Hopefully the table below will clarify this for you.  These are the examples of the most common applications of the aperture that the tutor provided.

f. Example of Use
1.4 Good for showing details in portraits
2 Object in focus, background blurred
4 Standard Portrait
5.6 Average
8 Landscape
11 Landscape
16 Great detail within a landscape shot


f. 1.4 – f.4 – are a shallow depth of field

f.8 – f. 22 – great depth of field         



f.8 35mm fixed lens
f.8 35mm fixed lens

Next we looked at S shutter speed priority.  That is the time it takes the camera to build the photograph, or, the amount of time the camera’s shutter is open. Shutter speed is good for taking arty shots with blur (think iconic pictures of New York taxis, a yellow blur).  If you are using Shutter priority, your camera will select the Aperture for you based on some maths calculations I cannot get my head around!

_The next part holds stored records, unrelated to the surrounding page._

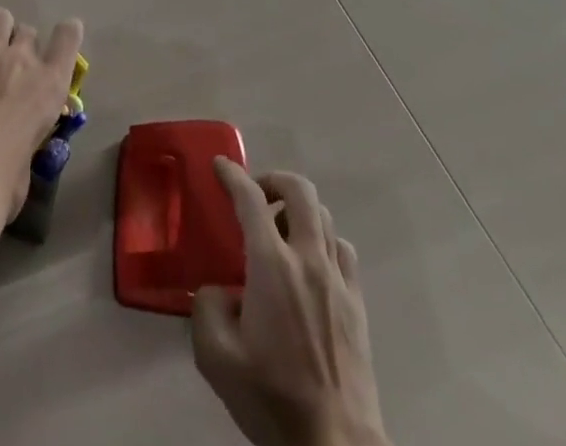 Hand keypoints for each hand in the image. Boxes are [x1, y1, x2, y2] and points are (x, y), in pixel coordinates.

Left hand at [0, 5, 82, 244]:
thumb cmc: (2, 183)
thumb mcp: (30, 160)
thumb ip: (28, 138)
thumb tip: (16, 145)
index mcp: (50, 85)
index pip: (68, 37)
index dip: (65, 33)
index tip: (61, 36)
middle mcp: (24, 58)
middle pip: (27, 30)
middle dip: (18, 45)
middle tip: (4, 67)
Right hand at [191, 160, 388, 445]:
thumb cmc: (272, 399)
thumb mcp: (215, 356)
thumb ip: (206, 307)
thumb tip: (220, 290)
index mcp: (272, 266)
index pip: (250, 199)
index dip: (232, 175)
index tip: (219, 166)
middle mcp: (308, 260)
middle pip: (300, 191)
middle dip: (274, 180)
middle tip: (255, 196)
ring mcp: (339, 281)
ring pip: (324, 217)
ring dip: (299, 211)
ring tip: (281, 232)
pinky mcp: (358, 306)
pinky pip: (343, 250)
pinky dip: (323, 241)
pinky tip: (310, 265) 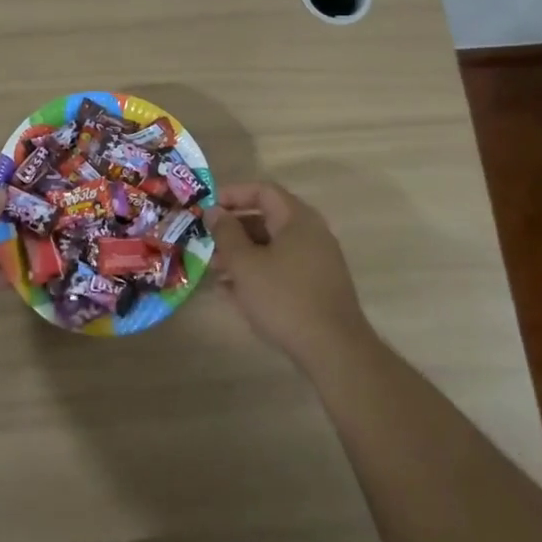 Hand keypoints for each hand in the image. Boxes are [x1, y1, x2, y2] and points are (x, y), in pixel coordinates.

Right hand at [204, 181, 371, 370]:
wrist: (334, 350)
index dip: (232, 194)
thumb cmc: (284, 298)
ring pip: (272, 246)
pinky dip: (258, 272)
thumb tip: (214, 211)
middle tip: (207, 241)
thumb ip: (226, 233)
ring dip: (242, 253)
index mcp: (297, 219)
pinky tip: (233, 291)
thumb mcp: (245, 264)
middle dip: (233, 229)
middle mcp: (311, 233)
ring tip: (215, 269)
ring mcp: (317, 261)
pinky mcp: (317, 286)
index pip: (263, 191)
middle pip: (267, 218)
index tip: (207, 208)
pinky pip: (282, 268)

f. Shutter Speed (seconds) Example of Use
1.4 1/4000
1.8 1/2000
2 1/1000 Good for showing water droplets
2.8 1/500
4 1/250 Standard Portrait
5.6 1/125 Average
8 1/60 Use a tripod!Low light situations eg candles on a cake
11 1/30
16 1/15
22 1/8 Milky effect of water
Exposure Time 1/8
Exposure Time 1/8
Exposure Time: 1/8
Exposure Time: 1/8

If you really want to play with shutter speed, wait until dusk, set your shutter speed to 4 seconds, put your camera on a tripod and take a photograph of someone walking slowly across the field of vision.  They will be in the photo 3 times!  This shutter speed is also good for light lines on cars, but I can’t stress enough how important it is to use a tripod in these low light situations.

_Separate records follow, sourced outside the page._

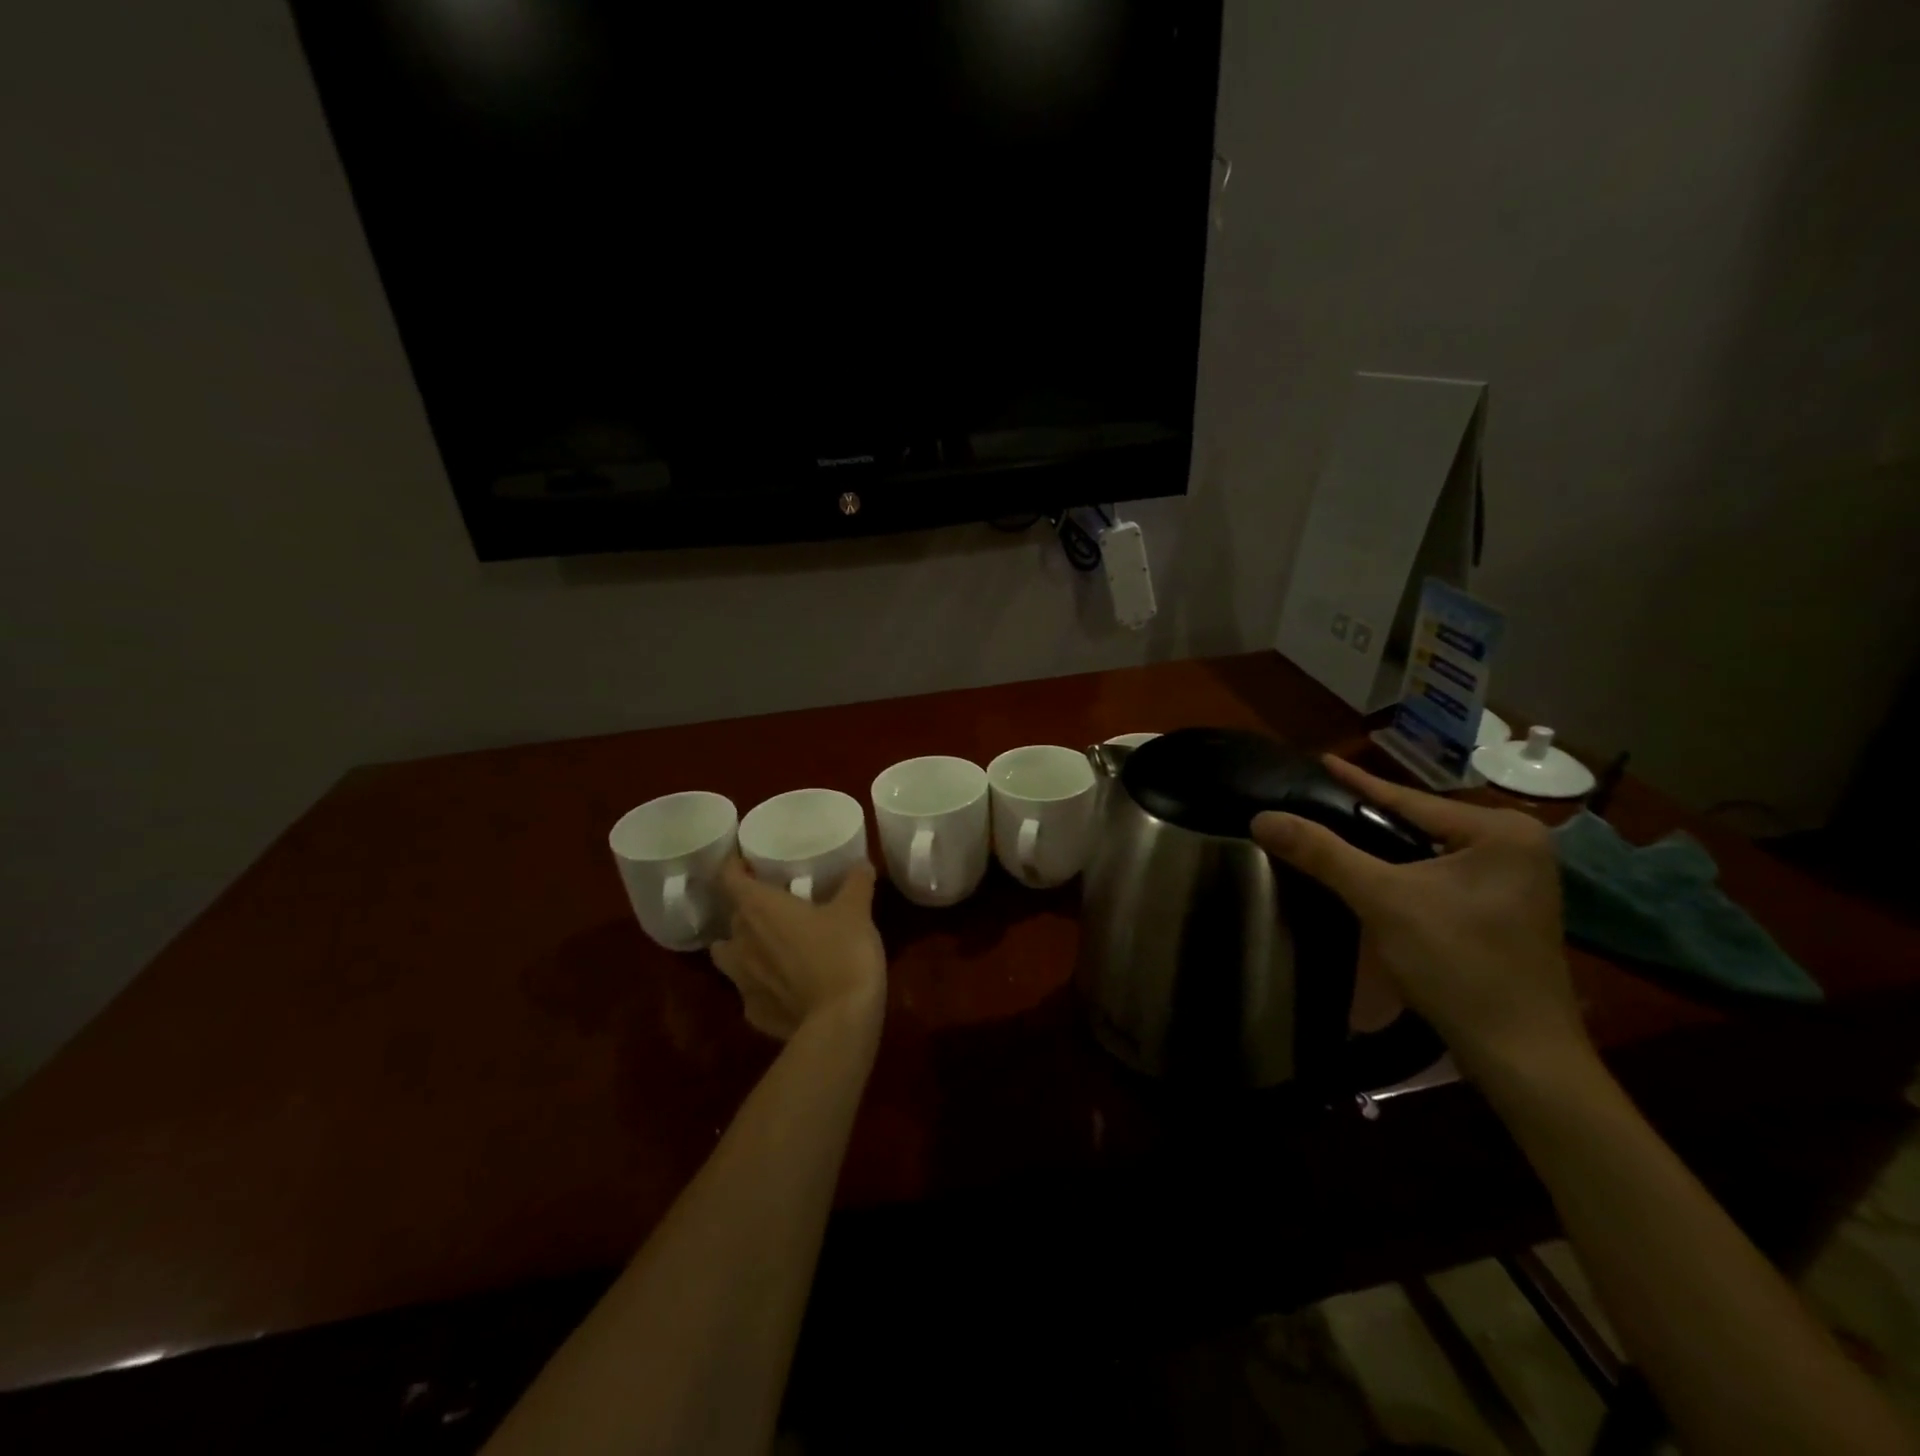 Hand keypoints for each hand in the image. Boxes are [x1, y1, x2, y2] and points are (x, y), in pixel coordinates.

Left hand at [709, 859, 886, 1040]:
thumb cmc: (843, 952)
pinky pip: (749, 991)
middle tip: (776, 904)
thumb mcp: (856, 910)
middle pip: (733, 916)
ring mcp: (742, 981)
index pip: (729, 878)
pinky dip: (761, 985)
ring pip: (727, 955)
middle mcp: (741, 941)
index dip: (734, 866)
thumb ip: (856, 882)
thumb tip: (862, 863)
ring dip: (741, 947)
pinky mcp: (753, 1013)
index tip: (748, 861)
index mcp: (759, 909)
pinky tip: (783, 986)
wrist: (841, 1021)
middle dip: (749, 908)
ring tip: (766, 945)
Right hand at [1251, 756, 1588, 1082]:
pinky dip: (1404, 873)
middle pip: (1420, 824)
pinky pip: (1441, 875)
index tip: (1319, 760)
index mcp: (1502, 831)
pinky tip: (1373, 874)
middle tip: (1317, 801)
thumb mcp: (1382, 900)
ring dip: (1383, 847)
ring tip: (1334, 831)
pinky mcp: (1507, 910)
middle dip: (1368, 817)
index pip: (1409, 799)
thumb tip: (1262, 817)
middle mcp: (1519, 846)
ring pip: (1428, 852)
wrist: (1520, 1055)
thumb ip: (1322, 853)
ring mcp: (1518, 881)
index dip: (1356, 782)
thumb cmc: (1458, 965)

We covered ISO next.  This is accessed via the menu rather than the dial on my camera.

ISO relates to light.  The brighter the situation, the lower the ISO.

My camera’s pretty good, in that should I feel the need to play with ISO, it tells me what setting to use in which situation.

IMG_1770[1] IMG_1769[1]

But, here it is in table format.

100      Lets light in slowly – shows high detail.


400      Good for Manchester’s rainy weather!



3200    Lets light in fast – but shows grainy detail.  Good for low light situations.

A situation where you could utilise the ISO is when you’re using a slow shutter speed.  It’s also good when you’re not able to use a flash. A high ISO will bring light in but the quality of the pictures lower.  This is way too much for me to be thinking about so I set the ISO to auto.

After the course I got a little lens happy.  I went on eBay and bought a second hand 70-300mm lens.  Unfortunately in my excitement at seeing such a lens for £60 I didn’t realise that it wasn’t AF-S.  This means that the lens doesn’t have a motor to auto focus.  It’s all manual.  This is OK sometimes, but I find that I think it’s in focus and then when I see it on my screen, it’s not.  But it’s still a cracking lens that takes stunning photos when I’m in focus!

The tutor on the course was a Canon fan.  She mentioned that when she first started, then lens that she used most was a 50mm fixed lens (also known as the nifty fifty).  Great for portraits and landscapes.  She showed us some of her work.  It’s amazing the variety of shots a lens can take in the right hands!  Bearing in mind the D3200 comes with a DX format lens as standard, I will always be a few mm out.  Therefore, when Nikon did their latest cashback, I bought the 35mm prime lens.  I’m really glad I did.  It does that whole portrait / blurred background thing so well.  My 9 year old daughter even remarked “You do like that lens, don’t you!” as I took yet another picture of her eating ice cream!  And this time I made sure I got the AF-S version!



Building the perfect photo editing PC: part 3

If you’ve already read part one and part two of these posts, you’ll know that professional wildlife photographer Richard Peters has been sharing his knowledge on the components you need in a photo editing PC. In his final post for us, Richard looks at monitors, accessories and photo editing software.


A memory card reader can make life easier, especially if you’ve got multiple memory cards for one camera, as it saves you having to swap cards within the camera itself in order to transfer photos. Depending on your set-up, you can either go for aninternal card reader that goes in a spare slot in your computer case, or a USB card reader, with USB 3.0 card readers being the fastest.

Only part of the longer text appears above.